We will begin by introducing some important general concepts that form the basis for all computation in Theano.

First we must import Theano into Python.  Notice that Theano is using the GPU - there is no more GPU configuration required when using Theano, the GPU will be leveraged for all applicable computations.  This was achieved by creating a file `.theanorc` file in our home directory that specified the flag `device=gpu`.  This configuration file is referenced by Theano when it is imported into Python.

Execute the cell below to import Theano into Python.
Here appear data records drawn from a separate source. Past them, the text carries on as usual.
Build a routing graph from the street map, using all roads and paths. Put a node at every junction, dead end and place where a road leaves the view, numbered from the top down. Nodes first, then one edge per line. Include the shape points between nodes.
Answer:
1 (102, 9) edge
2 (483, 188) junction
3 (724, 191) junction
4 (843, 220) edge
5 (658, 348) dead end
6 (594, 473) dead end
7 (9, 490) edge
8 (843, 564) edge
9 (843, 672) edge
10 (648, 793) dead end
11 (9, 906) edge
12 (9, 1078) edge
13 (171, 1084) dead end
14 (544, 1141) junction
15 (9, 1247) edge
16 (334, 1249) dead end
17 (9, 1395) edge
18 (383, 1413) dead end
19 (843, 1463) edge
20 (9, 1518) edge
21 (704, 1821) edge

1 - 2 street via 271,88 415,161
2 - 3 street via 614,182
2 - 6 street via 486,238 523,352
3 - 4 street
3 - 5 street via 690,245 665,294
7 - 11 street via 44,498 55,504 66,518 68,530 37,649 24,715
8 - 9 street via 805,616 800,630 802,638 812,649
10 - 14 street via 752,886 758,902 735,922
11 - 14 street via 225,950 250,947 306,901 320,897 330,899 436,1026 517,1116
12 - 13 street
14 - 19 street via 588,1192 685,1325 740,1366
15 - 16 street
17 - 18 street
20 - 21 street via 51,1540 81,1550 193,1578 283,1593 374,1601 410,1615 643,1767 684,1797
You will know the lab is processing when you see a solid circle in the top-right of the window that looks like this: ![](jupyter_executing.png)
Otherwise, when it is idle, you will see the following: ![](jupyter_idle.png)
If you ever feel like a cell has run for to long, you can stop it with the stop button in the toolbar.
For troubleshooting, please see [Self-paced Lab Troubleshooting FAQ](https://developer.nvidia.com/self-paced-labs-faq#Troubleshooting) to debug the issue.


In [None]:
import numpy as np
import theano
# By convention, the tensor submodule is loaded as T
import theano.tensor as T

### Symbolic variables

In Theano algorithms are defined symbolically.  This means that variables don't have to have explicit values.  The `theano.tensor` sub-module has various symbolic variable types.  Below is an example of a simple symbolic calculation using scalar variables. 

In [None]:
# Define a scalar variable
a = T.scalar('a')

# Define another variable as a squared
b = a**2

# b will also be a theano variable
print type(b)

# We can inspect how b is defined using theano's pretty print function
print theano.pp(b)

### Functions

To compute things in Theano using actual numerical values you define symbolic functions.

In [None]:
# We can't compute anything with a, b and c yet.
# We need to define a theano function first.
# The first argument of theano.function defines the inputs
f = theano.function([a],b)
print f(2)

In [None]:
# In some cases you can use a symbolic variable's eval method.
# This can be more concise and convenient that defining a function.
# If it has inputs, the eval method takes a Python dictionary where
# the keys are theano variables and the values are values for those
# variables.
print b.eval({a: 2})

### theano.tensor

Theano has variable types for vectors, matrices and tensors.  The `theano.tensor` sub-module has various functions for performing operations on these variables.

In [None]:
# Define symbolic matrix and vector variables
A = T.matrix('A')
x = T.vector('x')

# Define a symbolic function using these variables
y = T.dot(A, x)

# Define a theano function to compute y
linear_func = theano.function([A, x], y)

# Supply numeric values for A and x
print linear_func(np.array([[1,2,3],[4,5,6]], dtype=theano.config.floatX),
                  np.array([1,2,3], dtype=theano.config.floatX))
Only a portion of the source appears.